Now I'm in Hong Kong, a university student, new life, new faces, new experiences, and 2 months flew by once more.
But there is a huge difference between high school and university. Back then, I had goals on what I want to do, what I want to achieve. Here? So lost. Everyday I'm so busy and tired, but whatever for? To prepare myself for working in the society? That's just so lame. I've always thought that in university we were supposed to know what the heck we're working for but now it's worse. At least for me.

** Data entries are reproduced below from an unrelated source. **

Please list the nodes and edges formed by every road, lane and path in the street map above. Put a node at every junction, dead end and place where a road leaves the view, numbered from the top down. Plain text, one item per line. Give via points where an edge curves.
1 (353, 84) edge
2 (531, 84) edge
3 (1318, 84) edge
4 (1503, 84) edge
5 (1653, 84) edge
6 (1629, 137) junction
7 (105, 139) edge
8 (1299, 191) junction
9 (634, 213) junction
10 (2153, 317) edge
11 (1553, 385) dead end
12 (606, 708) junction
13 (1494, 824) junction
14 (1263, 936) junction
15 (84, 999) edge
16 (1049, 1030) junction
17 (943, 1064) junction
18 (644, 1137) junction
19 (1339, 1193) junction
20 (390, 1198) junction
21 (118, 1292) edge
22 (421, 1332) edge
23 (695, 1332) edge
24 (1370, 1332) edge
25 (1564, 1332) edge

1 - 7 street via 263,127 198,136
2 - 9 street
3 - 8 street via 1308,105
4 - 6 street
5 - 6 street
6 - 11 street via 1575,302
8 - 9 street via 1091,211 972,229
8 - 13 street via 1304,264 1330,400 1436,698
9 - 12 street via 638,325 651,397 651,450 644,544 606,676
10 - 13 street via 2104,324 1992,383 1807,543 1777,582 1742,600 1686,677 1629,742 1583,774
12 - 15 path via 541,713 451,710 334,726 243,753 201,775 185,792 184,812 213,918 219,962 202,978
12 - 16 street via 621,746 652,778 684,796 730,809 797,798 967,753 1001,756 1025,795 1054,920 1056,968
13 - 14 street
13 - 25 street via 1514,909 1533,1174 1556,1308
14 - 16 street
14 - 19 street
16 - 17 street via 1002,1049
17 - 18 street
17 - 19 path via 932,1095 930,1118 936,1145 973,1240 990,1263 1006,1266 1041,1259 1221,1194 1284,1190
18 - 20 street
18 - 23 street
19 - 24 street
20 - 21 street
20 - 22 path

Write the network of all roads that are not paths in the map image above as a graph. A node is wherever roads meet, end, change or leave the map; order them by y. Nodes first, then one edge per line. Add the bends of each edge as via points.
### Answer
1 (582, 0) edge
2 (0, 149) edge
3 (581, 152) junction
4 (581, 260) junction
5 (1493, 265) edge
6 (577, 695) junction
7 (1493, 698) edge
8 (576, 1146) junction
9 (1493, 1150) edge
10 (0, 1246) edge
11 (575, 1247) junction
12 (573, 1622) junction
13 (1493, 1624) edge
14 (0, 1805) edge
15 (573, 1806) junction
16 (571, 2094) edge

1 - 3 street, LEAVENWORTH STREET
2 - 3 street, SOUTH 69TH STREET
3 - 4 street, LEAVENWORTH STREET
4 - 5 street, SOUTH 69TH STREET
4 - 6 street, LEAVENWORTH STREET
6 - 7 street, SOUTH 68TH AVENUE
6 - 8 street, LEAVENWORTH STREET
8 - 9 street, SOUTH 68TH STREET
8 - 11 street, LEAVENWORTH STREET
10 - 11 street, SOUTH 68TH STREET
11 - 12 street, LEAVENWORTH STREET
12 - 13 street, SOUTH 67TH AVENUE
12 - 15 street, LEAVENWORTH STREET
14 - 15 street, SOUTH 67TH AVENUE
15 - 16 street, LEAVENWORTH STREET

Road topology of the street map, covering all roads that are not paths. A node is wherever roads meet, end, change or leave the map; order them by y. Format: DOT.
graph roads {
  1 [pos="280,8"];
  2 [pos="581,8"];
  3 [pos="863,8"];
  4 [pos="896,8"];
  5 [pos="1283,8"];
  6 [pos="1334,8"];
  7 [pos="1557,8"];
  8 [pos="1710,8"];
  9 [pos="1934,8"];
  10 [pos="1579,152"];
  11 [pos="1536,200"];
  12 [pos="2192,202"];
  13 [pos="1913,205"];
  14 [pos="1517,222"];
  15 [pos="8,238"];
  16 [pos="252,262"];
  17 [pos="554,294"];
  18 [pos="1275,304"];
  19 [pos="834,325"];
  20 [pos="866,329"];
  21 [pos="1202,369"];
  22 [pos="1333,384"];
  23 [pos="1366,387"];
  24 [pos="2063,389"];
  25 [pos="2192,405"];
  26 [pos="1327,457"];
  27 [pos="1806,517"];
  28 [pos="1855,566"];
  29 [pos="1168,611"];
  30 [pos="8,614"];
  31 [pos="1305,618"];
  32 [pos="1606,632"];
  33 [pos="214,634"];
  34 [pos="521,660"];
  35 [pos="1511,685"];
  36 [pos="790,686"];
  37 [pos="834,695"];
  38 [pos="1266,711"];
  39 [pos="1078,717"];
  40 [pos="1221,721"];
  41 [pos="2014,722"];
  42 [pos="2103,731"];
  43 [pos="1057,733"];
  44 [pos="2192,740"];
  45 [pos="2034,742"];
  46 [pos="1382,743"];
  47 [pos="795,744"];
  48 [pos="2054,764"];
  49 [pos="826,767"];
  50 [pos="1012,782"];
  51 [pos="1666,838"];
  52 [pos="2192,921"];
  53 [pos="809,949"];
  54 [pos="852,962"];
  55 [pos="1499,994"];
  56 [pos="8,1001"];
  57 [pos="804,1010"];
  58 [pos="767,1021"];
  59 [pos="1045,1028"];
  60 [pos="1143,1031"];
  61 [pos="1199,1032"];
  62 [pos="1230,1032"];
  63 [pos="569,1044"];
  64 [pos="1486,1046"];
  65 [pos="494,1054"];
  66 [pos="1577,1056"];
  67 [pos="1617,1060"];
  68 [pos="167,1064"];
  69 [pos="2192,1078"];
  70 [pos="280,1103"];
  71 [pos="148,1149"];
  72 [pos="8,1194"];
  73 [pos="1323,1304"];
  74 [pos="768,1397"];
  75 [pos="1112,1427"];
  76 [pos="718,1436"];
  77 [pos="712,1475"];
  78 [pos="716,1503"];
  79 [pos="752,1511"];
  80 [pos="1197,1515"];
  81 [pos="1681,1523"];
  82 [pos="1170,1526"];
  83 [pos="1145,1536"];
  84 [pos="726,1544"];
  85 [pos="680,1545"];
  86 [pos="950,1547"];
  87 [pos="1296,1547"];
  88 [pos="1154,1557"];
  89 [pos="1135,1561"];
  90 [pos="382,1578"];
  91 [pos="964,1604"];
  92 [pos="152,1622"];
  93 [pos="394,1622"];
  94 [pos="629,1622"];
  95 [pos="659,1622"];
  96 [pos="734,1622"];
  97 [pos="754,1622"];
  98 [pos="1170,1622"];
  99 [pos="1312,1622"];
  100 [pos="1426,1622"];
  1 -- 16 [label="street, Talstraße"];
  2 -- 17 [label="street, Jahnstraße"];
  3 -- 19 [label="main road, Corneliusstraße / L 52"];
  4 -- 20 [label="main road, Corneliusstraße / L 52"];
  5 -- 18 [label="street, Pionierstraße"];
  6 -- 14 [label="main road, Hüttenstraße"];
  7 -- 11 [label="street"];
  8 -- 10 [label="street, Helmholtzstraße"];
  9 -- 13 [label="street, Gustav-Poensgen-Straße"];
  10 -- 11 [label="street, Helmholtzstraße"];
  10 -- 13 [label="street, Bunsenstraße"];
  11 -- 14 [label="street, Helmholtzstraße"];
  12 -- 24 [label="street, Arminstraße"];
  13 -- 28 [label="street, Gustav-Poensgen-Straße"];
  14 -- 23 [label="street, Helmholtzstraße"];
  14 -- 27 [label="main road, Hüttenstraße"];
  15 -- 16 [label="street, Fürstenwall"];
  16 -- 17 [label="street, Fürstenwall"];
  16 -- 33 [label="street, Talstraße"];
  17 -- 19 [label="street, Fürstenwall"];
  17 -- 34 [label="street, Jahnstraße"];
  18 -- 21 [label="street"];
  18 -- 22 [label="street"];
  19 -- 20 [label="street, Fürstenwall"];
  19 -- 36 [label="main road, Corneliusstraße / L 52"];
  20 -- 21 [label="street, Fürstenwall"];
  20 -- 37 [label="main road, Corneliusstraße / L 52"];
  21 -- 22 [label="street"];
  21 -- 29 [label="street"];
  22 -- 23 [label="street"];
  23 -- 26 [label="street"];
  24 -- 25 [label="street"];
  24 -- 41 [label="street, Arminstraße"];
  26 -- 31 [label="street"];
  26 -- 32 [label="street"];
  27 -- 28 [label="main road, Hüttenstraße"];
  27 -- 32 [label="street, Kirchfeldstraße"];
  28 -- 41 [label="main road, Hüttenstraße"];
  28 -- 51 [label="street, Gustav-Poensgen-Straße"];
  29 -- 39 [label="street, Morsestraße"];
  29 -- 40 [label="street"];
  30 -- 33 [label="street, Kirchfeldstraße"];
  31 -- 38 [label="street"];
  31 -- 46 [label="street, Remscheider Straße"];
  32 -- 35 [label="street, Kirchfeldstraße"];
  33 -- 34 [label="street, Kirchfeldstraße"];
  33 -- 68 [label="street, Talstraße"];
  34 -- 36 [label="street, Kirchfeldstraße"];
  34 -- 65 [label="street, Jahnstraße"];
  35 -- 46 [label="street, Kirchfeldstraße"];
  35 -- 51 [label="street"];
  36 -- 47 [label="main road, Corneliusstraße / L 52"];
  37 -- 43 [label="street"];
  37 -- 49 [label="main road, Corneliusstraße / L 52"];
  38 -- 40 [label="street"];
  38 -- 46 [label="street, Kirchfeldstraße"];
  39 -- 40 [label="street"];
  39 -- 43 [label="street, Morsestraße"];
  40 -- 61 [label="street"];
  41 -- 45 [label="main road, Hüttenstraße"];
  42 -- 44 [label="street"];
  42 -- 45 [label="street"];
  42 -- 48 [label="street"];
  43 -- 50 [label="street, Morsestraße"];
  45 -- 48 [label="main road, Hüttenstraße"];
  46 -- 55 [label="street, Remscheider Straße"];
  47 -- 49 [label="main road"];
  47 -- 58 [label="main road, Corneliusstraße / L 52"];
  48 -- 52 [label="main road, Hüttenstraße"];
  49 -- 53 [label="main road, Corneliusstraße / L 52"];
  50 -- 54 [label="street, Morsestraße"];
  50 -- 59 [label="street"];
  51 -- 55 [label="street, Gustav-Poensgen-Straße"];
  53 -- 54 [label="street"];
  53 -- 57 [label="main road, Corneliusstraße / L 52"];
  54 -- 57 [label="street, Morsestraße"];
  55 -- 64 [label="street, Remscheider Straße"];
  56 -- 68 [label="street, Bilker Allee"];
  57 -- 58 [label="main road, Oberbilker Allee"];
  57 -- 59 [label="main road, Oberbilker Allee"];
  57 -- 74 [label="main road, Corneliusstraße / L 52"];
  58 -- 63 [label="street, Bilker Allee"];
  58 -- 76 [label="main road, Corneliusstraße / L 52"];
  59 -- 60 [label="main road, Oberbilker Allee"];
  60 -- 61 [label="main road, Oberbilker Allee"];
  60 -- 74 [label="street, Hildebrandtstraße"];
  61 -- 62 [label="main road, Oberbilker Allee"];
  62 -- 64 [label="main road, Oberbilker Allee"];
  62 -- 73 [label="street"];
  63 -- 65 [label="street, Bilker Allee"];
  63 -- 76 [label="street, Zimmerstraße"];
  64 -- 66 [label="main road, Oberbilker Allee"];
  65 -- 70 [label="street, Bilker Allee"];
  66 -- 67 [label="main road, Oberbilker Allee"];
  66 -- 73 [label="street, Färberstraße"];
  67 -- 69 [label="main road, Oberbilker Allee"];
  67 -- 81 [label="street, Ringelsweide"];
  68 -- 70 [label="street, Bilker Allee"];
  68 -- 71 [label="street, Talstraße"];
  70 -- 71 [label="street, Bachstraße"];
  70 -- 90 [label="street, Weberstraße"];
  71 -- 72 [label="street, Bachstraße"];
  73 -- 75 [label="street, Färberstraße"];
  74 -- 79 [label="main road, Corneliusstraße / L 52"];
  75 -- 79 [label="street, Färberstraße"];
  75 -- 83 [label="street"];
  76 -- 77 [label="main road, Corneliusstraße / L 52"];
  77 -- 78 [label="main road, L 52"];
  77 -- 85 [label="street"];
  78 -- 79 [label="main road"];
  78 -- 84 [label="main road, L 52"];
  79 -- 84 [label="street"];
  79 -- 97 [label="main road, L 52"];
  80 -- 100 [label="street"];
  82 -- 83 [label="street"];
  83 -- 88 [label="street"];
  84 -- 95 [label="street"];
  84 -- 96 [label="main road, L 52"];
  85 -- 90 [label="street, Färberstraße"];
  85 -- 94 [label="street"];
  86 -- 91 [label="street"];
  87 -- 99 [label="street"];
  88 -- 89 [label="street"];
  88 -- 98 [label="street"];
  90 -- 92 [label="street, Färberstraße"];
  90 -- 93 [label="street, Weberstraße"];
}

Why do I need to give myself additional pressure from assignments and deadlines? Why in the world did I even take up Statistics, to make myself sad and cry after every single lesson? Why can't I answer my friend who asked me what is the point of debate? Why is it that I'm so scared to try liking a person properly, when my closest friend here did it although the probability of the situation going wrong is so huge? Why am I even sitting in this stupid Politics class, when I'm not learning a single thing from the lecture??
So many questions surrounding me everyday but not much time to just sit and think. When will I know the answers to all of my thoughts, in this university, in this Asian education system, in this period of time now when I'm feeling so lost.
Miss the times when there were people beside me who were willing to lend a shoulder for crying on, at whatever time, whatever place, as long as I needed it. I thought I was independent enough, but apparently I'm not.